Caribbean Climate features an exclusive contribution by Nalini Jagnarine, Environmental Analyst and Business Development Coordinator at Environmental Solutions Limited, a Caribbean-based Consultancy.
The topic of climate change has become more and more an issue of serious discussion and debate for many islands within the Caribbean with specific reference to Jamaica. Despite the fact that Jamaica is not a large contributor to greenhouse gases, small developing states like ourselves will feel the greatest impacts. Jamaica has already started feeling the effects with severe droughts and flooding around the island causing significant damage and losses. Coastal areas are experiencing erosion from rising seas, and saltwater is contaminating groundwater aquifers close to the coast.
Recently we have experience numerous fires around the island. Of particular importance are the recent fires of 2015; Riverton and Mavis Bank which resulted in numerous health, environmental, social and economic impacts. The March 2015 fire at the Riverton Solid Waste Disposal Site has been considered the worst in recent history which affected at least four parishes in Jamaica. Findings concluded that air quality had greatly deteriorated and posed significant public health risks to individuals. High levels of hazardous substances, including cancer-causing benzene were found in the air quality tests, reported by the Ministry of Health 2015. Another major event was the major Mavis Bank fire. This incident could cause a potential loss of $120 million from coffee production according to Jamaica Agricultural Society (JAS) president Senator Norman Grant. How will this affect the economic growth and progress of our society? All this fire related events have been identified to have a clear link with climate change, with the rise in temperature and increase in drought! This indicates the urgency more than ever and the need to do something now!

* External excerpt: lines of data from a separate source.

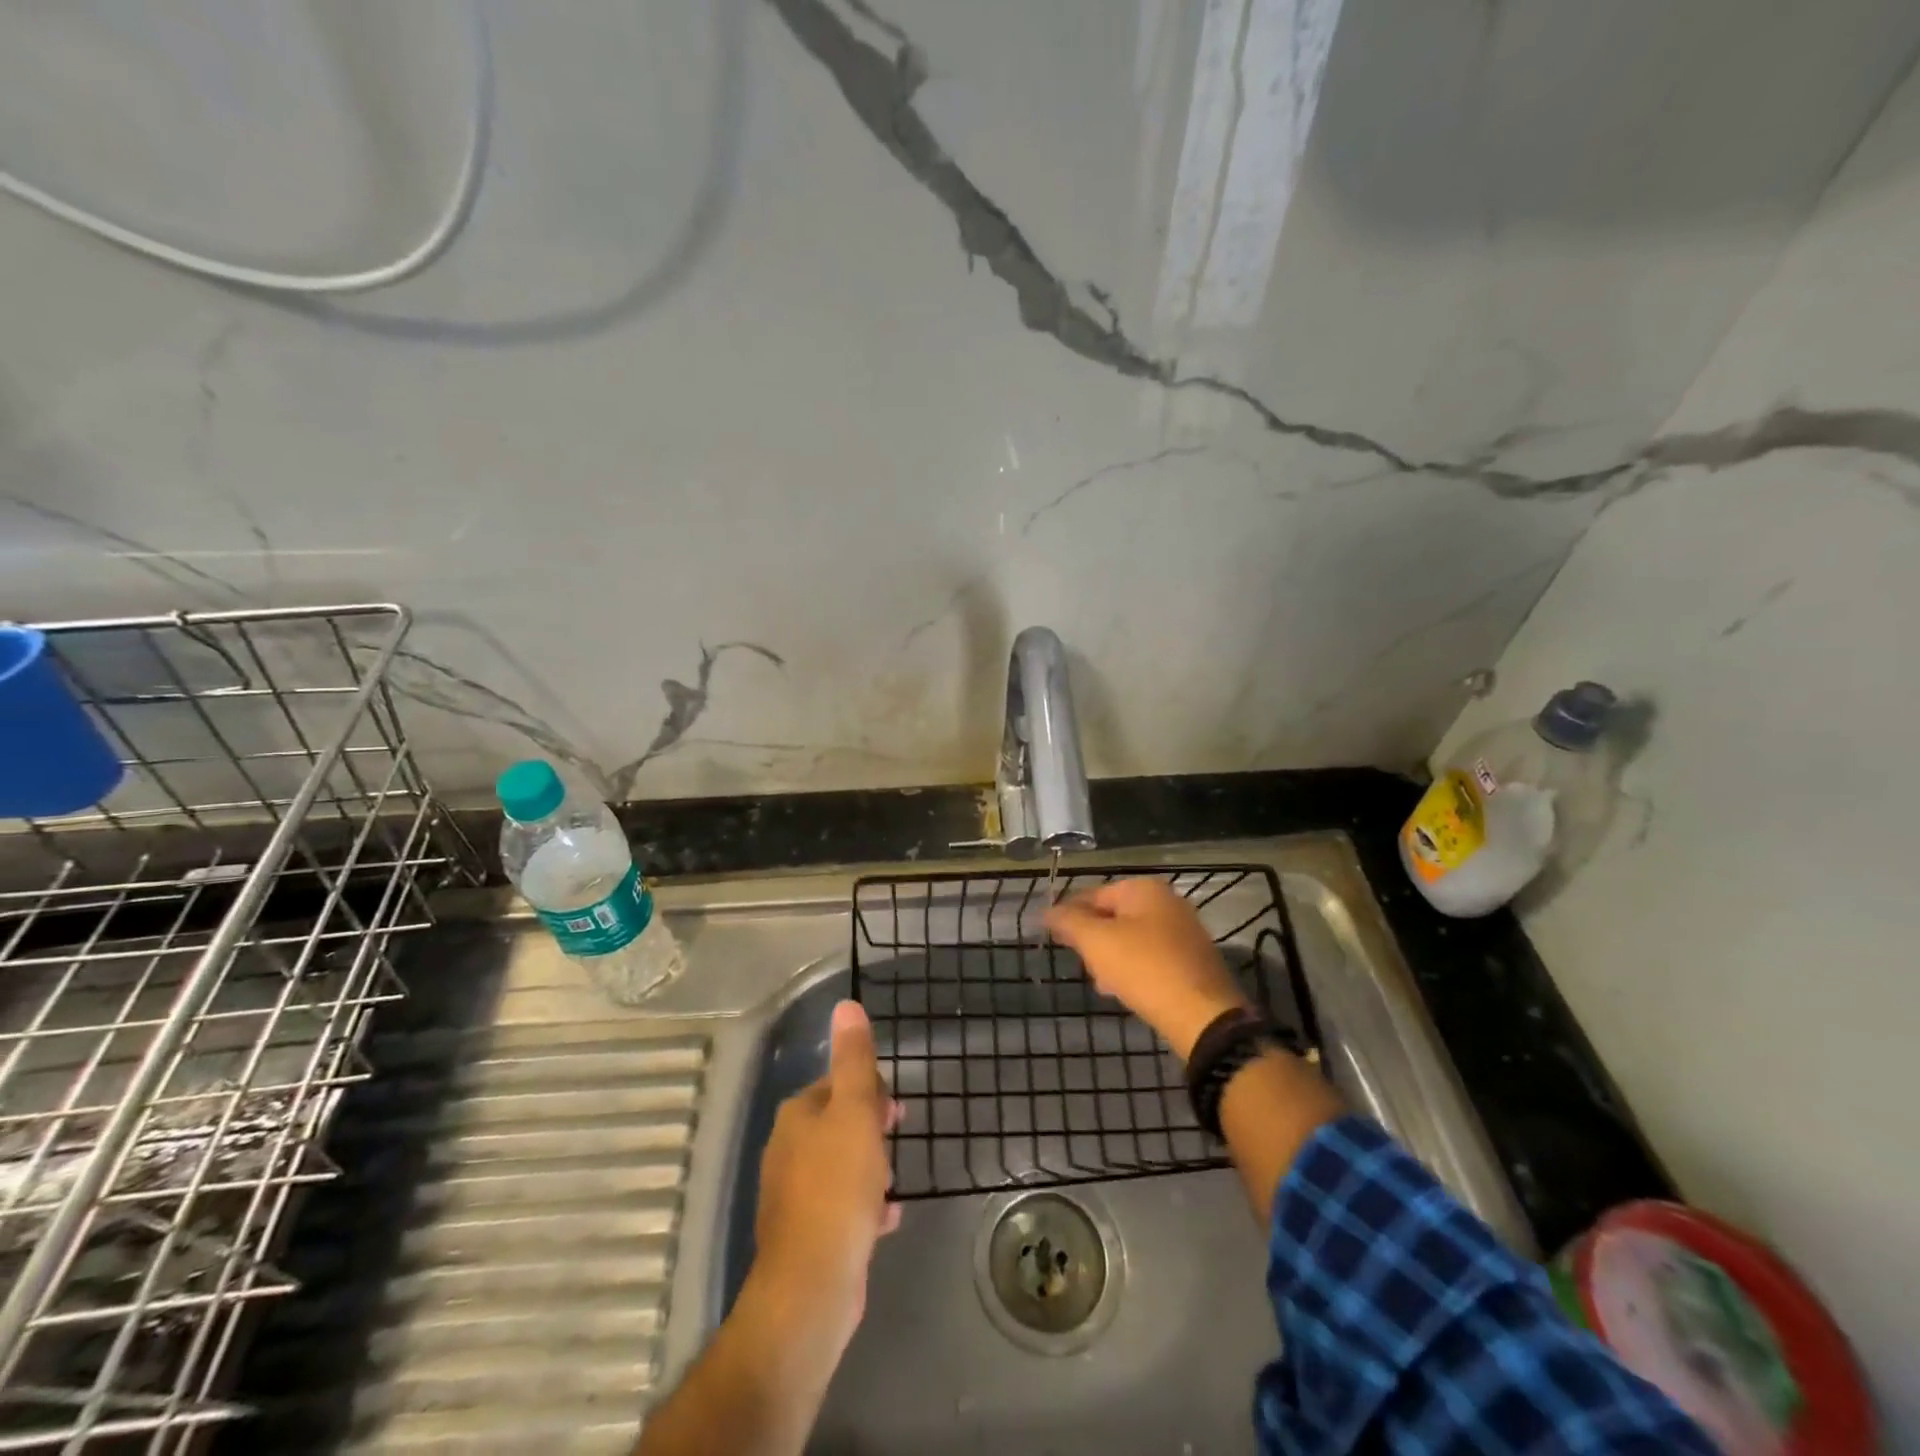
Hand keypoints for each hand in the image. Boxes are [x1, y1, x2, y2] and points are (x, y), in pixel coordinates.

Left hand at [751, 1000, 900, 1351]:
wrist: (812, 1285)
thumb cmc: (838, 1187)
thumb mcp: (855, 1113)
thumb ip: (854, 1059)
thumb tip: (846, 1004)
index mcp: (797, 1115)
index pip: (836, 1083)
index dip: (870, 1090)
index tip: (895, 1110)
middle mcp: (788, 1148)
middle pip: (838, 1122)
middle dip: (871, 1127)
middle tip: (898, 1140)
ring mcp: (794, 1194)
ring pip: (840, 1163)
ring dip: (870, 1167)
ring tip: (893, 1181)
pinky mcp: (806, 1233)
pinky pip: (841, 1204)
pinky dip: (865, 1204)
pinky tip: (888, 1216)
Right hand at [1045, 877, 1251, 1058]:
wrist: (1203, 1015)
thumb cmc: (1144, 968)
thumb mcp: (1096, 941)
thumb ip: (1068, 921)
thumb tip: (1047, 911)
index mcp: (1143, 889)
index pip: (1092, 894)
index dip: (1068, 914)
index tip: (1052, 937)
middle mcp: (1166, 902)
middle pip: (1112, 916)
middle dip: (1092, 940)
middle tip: (1081, 964)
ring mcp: (1183, 930)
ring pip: (1131, 938)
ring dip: (1110, 958)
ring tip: (1101, 984)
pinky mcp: (1191, 960)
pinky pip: (1150, 957)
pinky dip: (1133, 969)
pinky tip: (1124, 991)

There has also been a huge link identified between climate change and health wellness. Chikungunya along with dengue, large scale drought and frequent bush fires were just a few of the environmental issues that Jamaica experienced in 2014. All of these issues, among others, can be directly linked to climate change. Now more than ever, climate change is creating a health crisis in many parts of the world, including Jamaica. This indicates even a greater call to action. We need to stimulate our fellow Jamaicans to do something and sensitize individuals to the impacts of climate change.
Let us move away from the traditional line of theory and workshops, conferences and seminars to a more engaging method to entice youth, business leaders, educators and the common man.
In order to spread awareness of climate change and its impacts that relate specifically to health and wellness, I am in full support of the initiative that will be hosted by Environmental Solutions Limited (ESL). ESL will host a climate walk in Kingston Jamaica. This walk will be similar to the People’s Climate March which was a global movement. Its mantra was “To change everything, we need everyone”. That march had over 2,646 events in 162 countries in September 2014. In New York City alone there was an estimated 400,000 people, 1574 participating organizations, 50,000 college students, 630,000 social media posts, 5,200 articles written, and 7 celebrity selfies. It was the largest climate march in history.
Jamaica’s Climate Walk will be the first for Jamaica and the Caribbean and is designed to promote awareness of Climate Change. It will sensitize ordinary Jamaicans to the link between climate change, health and wellness but most importantly it will encourage people to start thinking about “how it affects me”.
I strongly believe that this initiative will engage youth, private and public sector, churches, civil organizations, schools, NGO’s etc. and it is exactly the kind of event we need.
Let us “Do something,” and open our eyes to the ramifications of our actions and impacts of climate change.
Remember ……We are the first generation to feel the impacts of climate change and the last that could do anything about it’ (Rising Seas Summit, 2014).